Roper described the last week as being a “tense and, at times, challenging one for everyone”, but he said he hoped Cayman’s people could put this behind them. He called for unity and for the community to support the new government, as he urged people to treat each other with “courtesy, dignity, respect and fairness at all times”.
The governor also called on the new administration to look into the issue of election financing, so as to enhance good governance. “It is my hope that the incoming government will make this a priority in the early part of its term,” he said.
The Commission for Standards in Public Life has previously noted that Cayman’s existing legislation “does not require the disclosure of an actual amount or extent of any financial benefit, contribution or interests by anyone”, and that the law is not directed at campaign financing.
Roper said the Commonwealth Parliamentary Association had carried out a remote audit of Cayman’s election process, based on the work of a team of local observers. He said he looked forward to a report from both the local observers and the CPA.
He said during the election campaign, many candidates and members of the public had highlighted climate change and the environment as being of major concern. “The UK is open to assisting the new government in analysing the risks of climate change, renewable energy, biodiversity and any other areas that might be helpful,” the governor said.
In his comments, he also commended Supervisor of Elections Wesley Howell and the Elections Office staff and volunteers for running a smooth election, despite a truncated lead-in time. He also congratulated them on enabling voters in quarantine to vote. Cayman had a 73% turnout of voters.

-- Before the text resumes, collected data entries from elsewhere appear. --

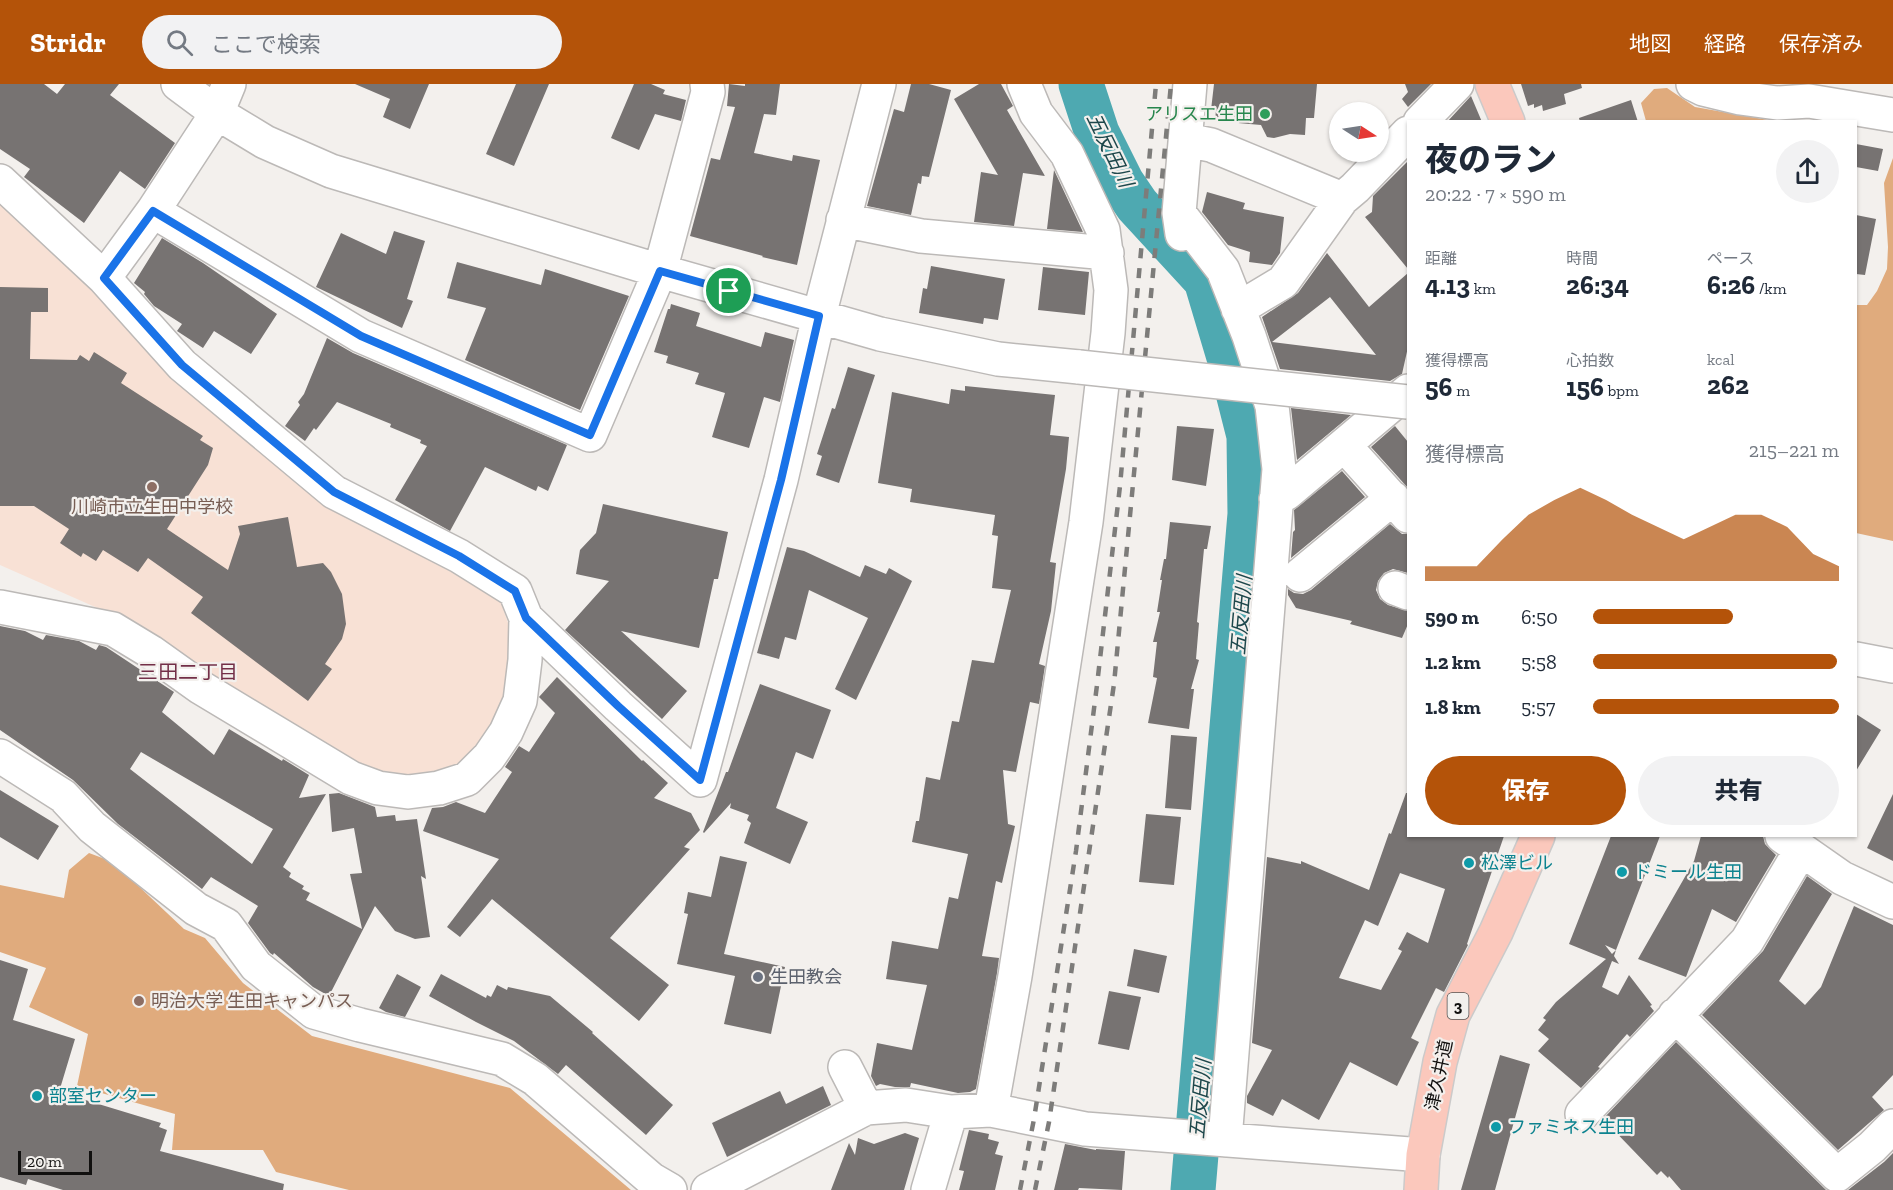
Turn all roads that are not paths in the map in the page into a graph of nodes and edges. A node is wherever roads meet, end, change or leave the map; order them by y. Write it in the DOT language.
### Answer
graph roads {
  1 [pos="178,84"];
  2 [pos="707,84"];
  3 [pos="879,84"];
  4 [pos="1024,84"];
  5 [pos="1190,84"];
  6 [pos="1457,84"];
  7 [pos="1492,84"];
  8 [pos="1693,84"];
  9 [pos="223,99"];
  10 [pos="1893,115"];
  11 [pos="1422,120"];
  12 [pos="1507,120"];
  13 [pos="1407,135"];
  14 [pos="1186,140"];
  15 [pos="0,182"];
  16 [pos="1342,199"];
  17 [pos="153,211"];
  18 [pos="843,220"];
  19 [pos="1107,253"];
  20 [pos="660,271"];
  21 [pos="104,278"];
  22 [pos="1238,309"];
  23 [pos="819,316"];
  24 [pos="1407,392"];
  25 [pos="1407,402"];
  26 [pos="1344,445"];
  27 [pos="1276,499"];
  28 [pos="1401,507"];
  29 [pos="1300,575"];
  30 [pos="0,607"];
  31 [pos="526,618"];
  32 [pos="1857,659"];
  33 [pos="1893,666"];
  34 [pos="0,756"];
  35 [pos="1538,837"];
  36 [pos="1791,843"];
  37 [pos="1893,902"];
  38 [pos="1675,1015"];
  39 [pos="845,1067"];
  40 [pos="866,1108"];
  41 [pos="991,1110"];
  42 [pos="951,1112"];
  43 [pos="1582,1114"];
  44 [pos="1220,1140"];
  45 [pos="1886,1147"];
  46 [pos="1423,1155"];
  47 [pos="670,1190"];
  48 [pos="708,1190"];
  49 [pos="928,1190"];
  50 [pos="1421,1190"];
  1 -- 9 [label="street"];
  2 -- 20 [label="street"];
  3 -- 18 [label="street"];
  4 -- 19 [label="street"];
  5 -- 14 [label="street"];
  6 -- 11 [label="street"];
  7 -- 12 [label="main road"];
  8 -- 10 [label="street"];
  9 -- 17 [label="street"];
  9 -- 20 [label="street"];
  13 -- 16 [label="street"];
  14 -- 16 [label="street"];
  14 -- 22 [label="street"];
  15 -- 21 [label="street"];
  16 -- 22 [label="street"];
  17 -- 20 [label="street"];
  17 -- 21 [label="street"];
  18 -- 19 [label="street"];
  18 -- 23 [label="street"];
  19 -- 41 [label="street"];
  20 -- 23 [label="street"];
  21 -- 31 [label="street"];
  22 -- 27 [label="street"];
  23 -- 25 [label="street, bridge"];
  23 -- 31 [label="street"];
  24 -- 26 [label="street"];
  26 -- 27 [label="street"];
  26 -- 28 [label="street"];
  27 -- 44 [label="street"];
  28 -- 29 [label="street"];
  30 -- 31 [label="street"];
  32 -- 33 [label="street"];
  34 -- 47 [label="street"];
  35 -- 46 [label="main road, 津久井道 / 3"];
  36 -- 37 [label="street"];
  36 -- 38 [label="street"];
  38 -- 43 [label="street"];
  38 -- 45 [label="street"];
  39 -- 40 [label="street"];
  40 -- 42 [label="street"];
  40 -- 48 [label="street"];
  41 -- 42 [label="street"];
  41 -- 44 [label="street"];
  42 -- 49 [label="street"];
  44 -- 46 [label="street"];
  46 -- 50 [label="main road, 津久井道 / 3"];
}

The governor paid tribute to Alden McLaughlin and his Progressives-led coalition government for their work over the past eight years, especially in relation to the decisions made during the COVID-19 pandemic.
He urged the new government to have the best interests of the people of the islands at heart, adding that there were likely to be “many challenges facing the Cayman Islands ahead, particularly with the reopening of borders and building back better in the midst of this global pandemic. I am confident you will face these challenges ahead and do your upmost to lead these islands to a brighter future.”